タンポポたちの攻防
ある日のこと、地元の広報をツラツラと見ていたら、こんな情報が載っていました。
在来種のタンポポを守るために在来種と外来種の分布調査をします
この感じ、何やら在来種のタンポポに危機が迫っているようなニオイがします。まるで、外来種の勢力に押されて、在来種の未来は絶滅に向かっているかのような。
「分布調査」とうたっていることから、その場で外来種を駆除するまではしないのかな。でも、日本固有のタンポポを守るぞ!という使命感のもと、外来種を厄介者扱いしているのが感じられます。
西洋タンポポ(外来種)は悪者か?
確かに、西洋タンポポ(外来種)は環境省指定の要注意外来生物で、日本の侵略的外来種ワースト100に選定されています。
言ってみれば、日本の生態系や私たちの生活への影響が大きいと懸念されている外来種です。タンポポで、私たちの生活が危ぶまれる?少し考えづらいですがともかく、西洋タンポポは要注意の扱いです。
なにしろ、西洋タンポポはアポミクシスです。アポミクシスって、花粉で受粉しなくても種子を作れるのです。周りに羽虫がいなくても、別のタンポポがなくても(花粉がなくても)増殖できるのです。
花が咲いている時期に、総苞片(①)が反り返っているのが外来種です。
おまけに、春だけでなくほぼ年中、花を咲かせることができます。そして、小さな種子をたくさん飛ばして、広範囲に広がっていきます。そんなわけだから、都会のコンクリートの隙間で咲いているタンポポは大抵、西洋タンポポ(外来種)だったりします。

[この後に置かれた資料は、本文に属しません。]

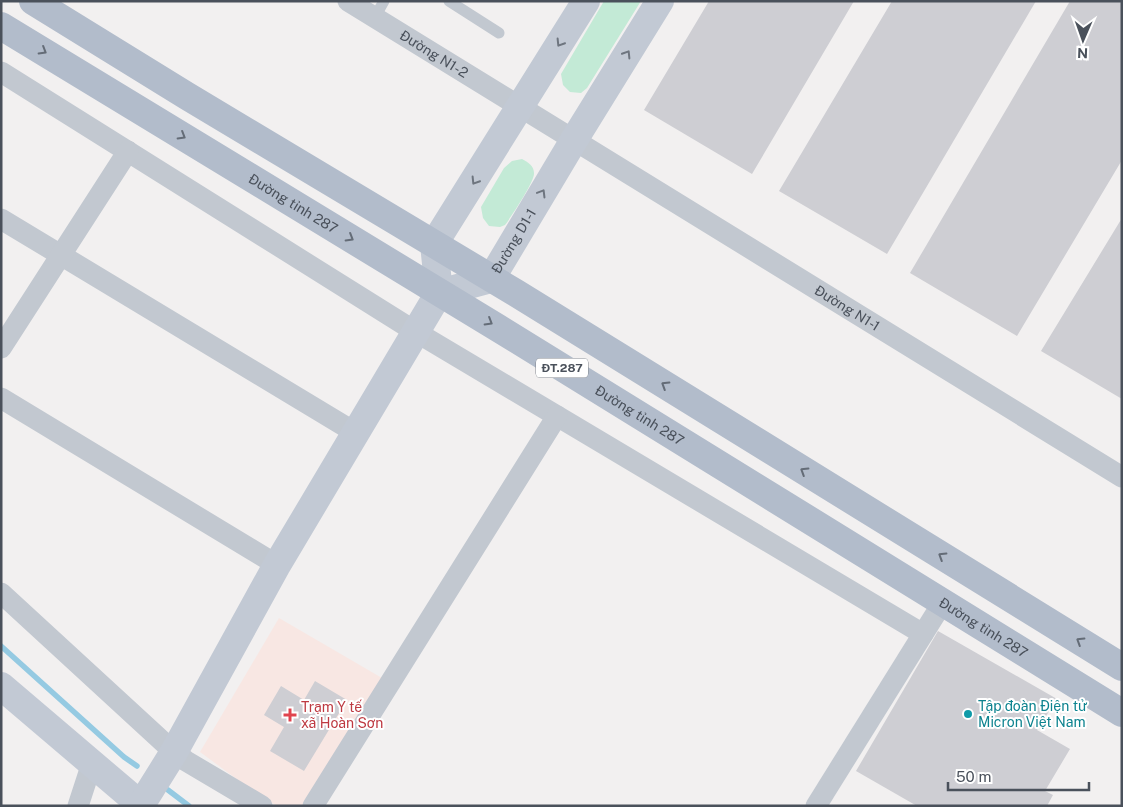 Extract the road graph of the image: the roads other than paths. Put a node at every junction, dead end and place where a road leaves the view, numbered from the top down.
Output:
1 (34, 1) edge
2 (348, 1) edge
3 (449, 1) edge
4 (586, 1) edge
5 (660, 1) edge
6 (380, 9) edge
7 (1, 26) edge
8 (499, 33) dead end
9 (1, 72) edge
10 (521, 107) junction
11 (574, 140) junction
12 (128, 151) junction
13 (1, 219) edge
14 (434, 244) junction
15 (61, 255) junction
16 (491, 278) junction
17 (439, 293) junction
18 (416, 332) junction
19 (1, 348) edge
20 (1, 398) edge
21 (557, 416) junction
22 (356, 433) junction
23 (1122, 477) edge
24 (277, 565) junction
25 (1, 594) edge
26 (943, 602) junction
27 (923, 634) junction
28 (1122, 667) edge
29 (1, 686) edge
30 (1122, 713) edge
31 (174, 752) junction
32 (92, 763) junction
33 (142, 805) edge
34 (78, 806) edge
35 (262, 806) edge
36 (313, 806) edge
37 (816, 806) edge

1 - 14 main road, ĐT.287
2 - 6 street, Đường N1-2
3 - 8 lane
4 -> 10 street
11 -> 5 street, Đường D1-1
6 - 10 street, Đường N1-2
7 -> 17 main road, Đường tỉnh 287 / ĐT.287
9 - 12 street
10 - 11 street, Đường N1-2
10 -> 14 street
16 -> 11 street, Đường D1-1
11 - 23 street, Đường N1-1
12 - 15 street
12 - 18 street
13 - 15 street
14 - 16 main road, ĐT.287
14 - 17 street
15 - 19 street
15 - 22 street
16 - 17 street, Đường D1-1
28 -> 16 main road, ĐT.287
17 - 18 street
17 -> 26 main road, Đường tỉnh 287 / ĐT.287
18 - 21 street
18 - 22 street
20 - 24 street
21 - 27 street
21 - 36 street
22 - 24 street
24 - 31 street
25 - 31 street
26 - 27 street
26 - 30 main road, Đường tỉnh 287 / ĐT.287
27 - 37 street
29 - 32 street
31 - 33 street
31 - 35 street
32 - 33 street
32 - 34 street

うわぁ…、アポミクシスって、無敵な仕組みに感じます。そこにはやっぱり、日本侵略の意図が垣間見えるのですが…。(怖)
日本タンポポ(在来種)は、絶滅へ向かっているのか?
一方、在来種のタンポポは他殖です。他殖とは、同じ種でも自分のものではなない花粉がついて種子を作る流れです。だから、日本タンポポ(在来種)は群れて咲いて、羽虫に花粉を運んでもらい、種子をつけます。
花が咲いて、虫が飛んできて、受粉して、種ができる。あぁ、これこそ理科の授業で習った、わかりやすい流れ。
だからこそ、在来種は群れて咲く場所が確保できず、羽虫の少ない都会では増えることができません。でも、田舎でしっかり根を張り、生きています。また、春にしか花を咲かせないけれどその分、大きな種子をつけ、他の時期は(開花のためにエネルギーを使わず)力を蓄えています。
そうなんです。在来種は、日本の田舎でちゃんと生きています。私が住む宙ぶらりんに田舎な地域だと在来種も外来種も生きていて、更には交雑が進む、というわけでしょう。そう、アポミクシスと他殖でも交雑が起きているとのこと。で、冒頭の「タンポポ調査」が必要になるという流れでしょうか。
タンポポの分布から見えること
そもそもタンポポは、外来種のほうが強いとか優れているとかではなくて、外来種はアポミクシスという仕組みだから都会で生きることができます。反対に、田舎では他の植物との競争に負けてしまうのでしょう。
そして、在来種はもともと、日本の田舎で生きるのに適した形で強く生きています。そして種子を作りづらい都会は、生息地として選んでいません。ただし、日本の田舎が減ってきていることは、在来種が生きづらい状況ではあるのでしょうね。
これって、単に外来種分布の広がりを敵視するより、日本の田舎や自然が減ってきていること、そしてコンクリート砂漠が広がっていることを懸念したほうがいいのではないかな。そんなふうに感じるのでした。